Lagaan Review

Lagaan
During a terrible drought, a crippled Indian village beg to be exempt from the heavy taxes of their British rulers in order to feed themselves. But the cruel British ruler, instead, challenges them to a game of this mysterious imported sport cricket. If they win, no tax, if they lose, it is doubled. Thus the young hero Bhuvanmust assemble a team, cutting across all castes, and train them in a sport they will prove to have a natural aptitude for.

by Ian Nathan |
Published on
Release Date:

01 Jan 2001

Running Time:

224 minutes

Certificate:

PG

Original Title:

Lagaan

An outstanding and fully accessible piece of Indian filmmaking that manages, over its near four-hour running time, to combine the colourful trappings of its nature — singing! dancing ! melodrama! ribbons!  – with the classic Hollywood sports formula. Think Rocky goes Hindi with cricket, and if that sounds crazy it shouldn’t, Ashutosh Gowariker’s film is truly beguiling and very stirring.
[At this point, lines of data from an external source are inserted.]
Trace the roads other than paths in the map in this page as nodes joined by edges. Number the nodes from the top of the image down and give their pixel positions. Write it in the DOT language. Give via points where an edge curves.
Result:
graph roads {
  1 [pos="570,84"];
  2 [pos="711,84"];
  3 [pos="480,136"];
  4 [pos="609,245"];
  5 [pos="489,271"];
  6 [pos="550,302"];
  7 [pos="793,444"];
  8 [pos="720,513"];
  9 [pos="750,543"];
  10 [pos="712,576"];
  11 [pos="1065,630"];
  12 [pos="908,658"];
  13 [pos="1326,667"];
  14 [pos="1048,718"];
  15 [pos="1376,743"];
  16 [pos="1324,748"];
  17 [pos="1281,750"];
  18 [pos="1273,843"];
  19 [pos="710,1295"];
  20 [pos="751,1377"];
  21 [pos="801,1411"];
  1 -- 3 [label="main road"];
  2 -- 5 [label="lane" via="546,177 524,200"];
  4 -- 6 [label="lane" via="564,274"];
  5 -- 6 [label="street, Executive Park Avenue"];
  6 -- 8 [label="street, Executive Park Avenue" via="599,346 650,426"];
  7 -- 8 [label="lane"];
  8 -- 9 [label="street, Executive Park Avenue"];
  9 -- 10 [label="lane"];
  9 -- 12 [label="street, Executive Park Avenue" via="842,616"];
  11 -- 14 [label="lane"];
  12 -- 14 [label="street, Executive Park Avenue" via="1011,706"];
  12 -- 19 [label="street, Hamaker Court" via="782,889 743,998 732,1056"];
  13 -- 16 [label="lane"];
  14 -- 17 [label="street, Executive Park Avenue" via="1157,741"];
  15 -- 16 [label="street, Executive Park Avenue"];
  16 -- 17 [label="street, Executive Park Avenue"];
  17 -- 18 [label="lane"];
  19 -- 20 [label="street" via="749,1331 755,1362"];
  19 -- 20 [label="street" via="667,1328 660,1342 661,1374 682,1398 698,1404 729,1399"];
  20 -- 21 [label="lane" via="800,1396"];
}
Lagaan is a folktale writ-large and paradoxically Westernised while still being about the constraints of colonialism. This is a film that dwells in an arch-world of archetypes — the snidely British captain (Paul Blackthorne) has a moustache fully available for the twiddling — and wound ever tighter by its allusions to Spaghetti Westerns and the meaty glories of Kurosawa. There are training montages, last minute reprieves, downtrodden fools who will have their day and a comeuppance for the British swine so sweet you have to suppress a cheer. Yet, with its cultural origins still intact, the film remains bracingly foreign and magical, loudly commenting on the ailments of colonial tax (known as “lagaan”), religion, class and cross-cultural romance (English rose Elizabeth Russell will fall for dashing hero Aamir Khan).

Awhirl with colour and magnificence — it is beautifully shot — and long but never stretched, this is a film that will contradict every prejudice you might have against that most elusive of worlds — Indian cinema.  It isn’t subtle, it doesn’t want to be, but a better entryway into the alien complexities and designs of Bollywood, or, for that matter, the dizzying rules of cricket (if even stops to clearly explain the vagaries of spin bowling) you will not find.

With an equally stunning soundtrack, this rollicking yarn is a must for all film lovers.